Dataset records »
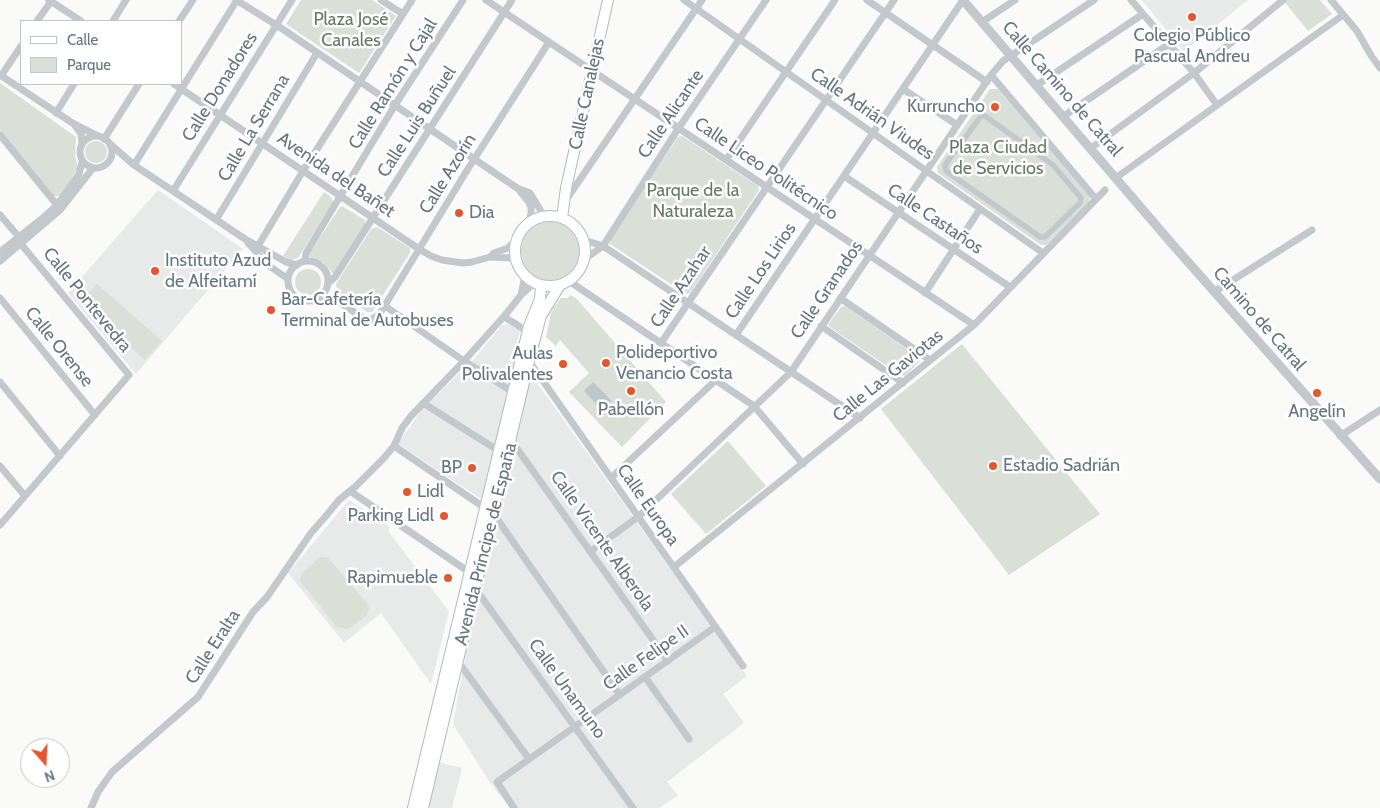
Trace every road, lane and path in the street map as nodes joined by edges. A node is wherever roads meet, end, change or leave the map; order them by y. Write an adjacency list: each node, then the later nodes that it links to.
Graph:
1 (50, 0): 30 (street); 31 (street)
2 (126, 0): 32 (street)
3 (193, 0): 33 (street)
4 (237, 0): 35 (street); 56 (street)
5 (292, 0): 35 (street, Calle Donadores)
6 (381, 0): 27 (street)
7 (412, 0): 27 (street)
8 (463, 0): 60 (street, Calle Ramón y Cajal)
9 (486, 0): 25 (street, Calle Liceo Politécnico)
10 (512, 0): 25 (street, Calle Luis Buñuel)
11 (608, 0): 44 (main road, Calle Canalejas)
12 (684, 0): 24 (street, Calle Adrián Viudes)
13 (702, 0): 24 (street)
14 (766, 0): 36 (street, Calle Alicante)
15 (835, 0): 45 (street)
16 (867, 0): 26 (street)
17 (894, 0): 26 (street, Calle Azahar)
18 (963, 0): 34 (street, Calle Camino de Catral); 39 (street, Calle Los Lirios)
19 (1015, 0): 34 (street)
20 (1094, 0): 42 (street, Calle Granados)
21 (1131, 0): 28 (street)
22 (1283, 0): 46 (street)
23 (1331, 0): 29 (street)
24 (696, 8): 36 (street, Calle Adrián Viudes); 57 (street)
25 (505, 12): 37 (street, Calle Liceo Politécnico); 66 (street, Calle Luis Buñuel)
26 (885, 13): 39 (street); 58 (street, Calle Azahar)
27 (402, 14): 49 (street)
28 (1143, 14): 38 (street); 54 (street)
29 (1343, 15): 43 (street); 59 (street)
30 (39, 20)
31 (80, 20)
32 (114, 20)
33 (180, 20)
34 (982, 22): 42 (street, Calle Camino de Catral)
35 (276, 25): 41 (street); 62 (street, Calle Donadores)
36 (739, 39): 45 (street, Calle Adrián Viudes); 67 (street, Calle Alicante)
37 (549, 42): 44 (street, Calle Liceo Politécnico); 74 (street, Calle Azorín)
38 (1169, 44): 46 (street); 63 (street)
39 (932, 45): 50 (street); 55 (street, Calle Los Lirios)
40 (20, 47): 47 (street)
41 (317, 53): 49 (street); 71 (street, Calle La Serrana)
42 (1012, 55): 48 (street, Calle Granados); 54 (street, Calle Camino de Catral)
43 (1380, 68)
44 (591, 70): 57 (street, Calle Liceo Politécnico); 85 (main road, Calle Canalejas)
45 (786, 72): 58 (street, Calle Adrián Viudes); 75 (street)
46 (1194, 73): 59 (street); 73 (street)
47 (1, 75): 61 (street)
48 (991, 75): 50 (street, Calle Granados); 90 (street)
49 (361, 82): 60 (street); 80 (street)
50 (986, 82): 65 (street, Calle Granados)
51 (73, 85): 61 (street)
52 (139, 85): 70 (street)
53 (175, 85): 56 (street, Avenida del Bañet)
54 (1037, 85): 63 (street, Calle Camino de Catral)
55 (903, 88): 65 (street); 68 (street, Calle Los Lirios)
56 (181, 89): 62 (street, Avenida del Bañet); 78 (street)
57 (634, 99): 67 (street, Calle Liceo Politécnico); 91 (street)
58 (826, 100): 68 (street, Calle Adrián Viudes); 86 (street, Calle Azahar)
59 (1217, 105): 83 (street)
60 (395, 106): 66 (street); 89 (street, Calle Ramón y Cajal)
61 (56, 112): 64 (street)
62 (220, 115): 71 (street, Avenida del Bañet); 87 (street, Calle Donadores)
63 (1064, 116): 73 (street, Calle Camino de Catral)
64 (74, 124): 70 (street); 72 (street)
65 (957, 125): 81 (street, Calle Granados)
66 (430, 129): 74 (street); 98 (street, Calle Luis Buñuel)
67 (678, 129): 75 (street, Calle Liceo Politécnico); 108 (street, Calle Alicante)
68 (872, 133): 81 (street, Calle Adrián Viudes); 82 (street, Calle Los Lirios)
69 (0, 135): 93 (street)
70 (104, 139): 72 (street); 76 (street); 78 (street)
71 (262, 143): 80 (street, Avenida del Bañet); 100 (street, Calle La Serrana)
72 (82, 144): 77 (street)
73 (1091, 148): 83 (street, Calle Camino de Catral)
74 (474, 159): 84 (street); 109 (street, Calle Azorín)
75 (726, 160): 86 (street, Calle Liceo Politécnico)
76 (109, 161): 78 (street); 79 (street)
77 (82, 162): 79 (street); 93 (street)
78 (131, 163): 87 (street)
79 (93, 168): 104 (street)
80 (303, 171): 89 (street, Avenida del Bañet); 107 (street)
81 (926, 171): 94 (street, Calle Adrián Viudes); 95 (street, Calle Granados)
82 (844, 176): 95 (street, Calle Castaños); 99 (street, Calle Los Lirios)
83 (1117, 177): 127 (street, Camino de Catral)
84 (517, 188): 97 (street); 101 (street)
85 (566, 188): 91 (main road, Calle Canalejas); 97 (main road, Calle Canalejas)
86 (767, 188): 99 (street, Calle Liceo Politécnico); 134 (street, Calle Azahar)
87 (173, 190): 100 (street)
88 (1105, 190): 90 (street, Calle Las Gaviotas)
89 (341, 196): 98 (street, Avenida del Bañet); 118 (street, Calle Ramón y Cajal)
90 (1096, 199): 112 (street, Calle Las Gaviotas)
91 (564, 202): 97 (main road, Calle Canalejas)
92 (1080, 203): 92 (street)
93 (57, 204): 104 (street)
94 (980, 209): 110 (street); 112 (street, Calle Adrián Viudes)
95 (898, 212): 110 (street, Calle Castaños); 114 (street, Calle Granados)
96 (0, 215): 104 (street, Calle Pontevedra)
97 (553, 217): 101 (main road); 106 (main road)
98 (374, 218): 109 (street, Avenida del Bañet); 124 (street, Calle Luis Buñuel)
99 (814, 219): 114 (street, Calle Liceo Politécnico); 139 (street, Calle Los Lirios)
100 (216, 220): 103 (street)
101 (528, 224): 105 (main road)
102 (1312, 230): 127 (street)
103 (245, 239): 107 (street); 113 (street)
104 (20, 240): 111 (street); 117 (street); 153 (street, Calle Pontevedra)
105 (516, 240): 115 (street, Avenida del Bañet); 119 (main road)
106 (584, 240): 108 (street); 116 (main road)
107 (258, 246): 113 (street); 120 (street)
108 (603, 246): 116 (street); 134 (street)
109 (419, 249): 115 (street, Avenida del Bañet); 135 (street, Calle Azorín)
110 (954, 250): 126 (street, Calle Castaños); 128 (street)
111 (0, 252)
112 (1043, 253): 126 (street, Calle Las Gaviotas)
113 (259, 255): 122 (street)
114 (869, 255): 128 (street, Calle Liceo Politécnico); 132 (street, Calle Granados)
115 (490, 257): 119 (street, Avenida del Bañet)
116 (585, 259): 123 (main road)
117 (0, 261)
118 (305, 261): 120 (street); 124 (street)
119 (516, 262): 121 (main road)
120 (296, 265): 122 (street)
121 (525, 276): 125 (main road); 129 (street)
122 (288, 279): 130 (street)
123 (564, 283): 125 (main road); 141 (street); 144 (main road, Avenida Príncipe de España)
124 (328, 284): 130 (street); 133 (street)
125 (540, 285): 129 (street); 140 (main road, Avenida Príncipe de España)
126 (1010, 287): 137 (street, Calle Las Gaviotas)
127 (1214, 292): 155 (street, Camino de Catral)
128 (925, 293): 137 (street, Calle Liceo Politécnico)
129 (521, 295): 136 (street, Calle Eralta)
130 (321, 296): 133 (street)
131 (0, 298): 153 (street, Calle Orense)
132 (840, 298): 138 (street, Calle Granados); 142 (street)
133 (339, 302): 135 (street, Calle Azorín)
134 (688, 304): 139 (street); 141 (street, Calle Azahar)
135 (385, 306): 143 (street)
136 (504, 317): 140 (street); 143 (street, Calle Eralta)
137 (974, 325): 142 (street, Calle Las Gaviotas)
138 (821, 326): 145 (street, Calle Granados); 148 (street)
139 (736, 335): 145 (street)
140 (527, 336): 149 (main road, Avenida Príncipe de España)
141 (661, 343): 146 (street)
142 (930, 360): 148 (street, Calle Las Gaviotas)
143 (464, 361): 149 (street); 150 (street, Calle Eralta)
144 (528, 361): 156 (main road, Avenida Príncipe de España); 162 (street, Calle Europa)
145 (791, 372): 151 (street, Calle Granados); 154 (street)
146 (716, 380): 151 (street); 162 (street)
147 (0, 382): 159 (street)
148 (903, 383): 154 (street, Calle Las Gaviotas)
149 (513, 392): 158 (main road, Avenida Príncipe de España)
150 (423, 404): 157 (street, Calle Eralta); 158 (street)
151 (754, 406): 160 (street); 167 (street, Calle Granados)
152 (1380, 410): 155 (street)
153 (95, 415): 159 (street)
154 (860, 418): 160 (street, Calle Las Gaviotas)
155 (1340, 436): 163 (street, Camino de Catral)
156 (511, 440): 166 (main road, Avenida Príncipe de España); 169 (street, Calle Vicente Alberola)
157 (394, 446): 164 (street, Calle Eralta); 166 (street)
158 (499, 450): 166 (main road, Avenida Príncipe de España)
159 (60, 456): 165 (street)
160 (803, 464): 170 (street, Calle Las Gaviotas)
161 (0, 466): 165 (street)
162 (611, 478): 167 (street, Calle Europa)
163 (1380, 479)
164 (350, 491): 171 (street); 182 (street, Calle Eralta)
165 (24, 496): 168 (street)
166 (489, 511): 171 (main road, Avenida Príncipe de España); 172 (main road, Avenida Príncipe de España); 178 (street)
167 (638, 516): 169 (street, Calle Granados); 170 (street, Calle Europa)
168 (0, 525)
169 (591, 551): 175 (street, Calle Vicente Alberola)
170 (674, 567): 173 (street, Calle Europa)
171 (469, 572): 183 (main road, Avenida Príncipe de España)
172 (475, 588): 174 (main road, Avenida Príncipe de España); 179 (street, Calle Unamuno)
173 (715, 627): 175 (street, Calle Felipe II); 176 (street, Calle Europa)
174 (457, 660): 181 (street); 184 (main road, Avenida Príncipe de España)
175 (668, 661): 177 (street, Calle Felipe II)
176 (743, 666)
177 (645, 677): 178 (street, Calle Felipe II); 180 (street)
178 (620, 695): 179 (street, Calle Felipe II)
179 (576, 726): 181 (street, Calle Felipe II); 186 (street, Calle Unamuno)
180 (689, 739)
181 (529, 760): 185 (street, Calle Felipe II)
182 (90, 808)
183 (413, 808)
184 (423, 808)
185 (514, 808)
186 (633, 808)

Exercise objective » Search the records for lines holding the word "Luis", then copy each line you find.

Task response »
10 (512, 0): 25 (street, Calle Luis Buñuel)
25 (505, 12): 37 (street, Calle Liceo Politécnico); 66 (street, Calle Luis Buñuel)
66 (430, 129): 74 (street); 98 (street, Calle Luis Buñuel)
98 (374, 218): 109 (street, Avenida del Bañet); 124 (street, Calle Luis Buñuel)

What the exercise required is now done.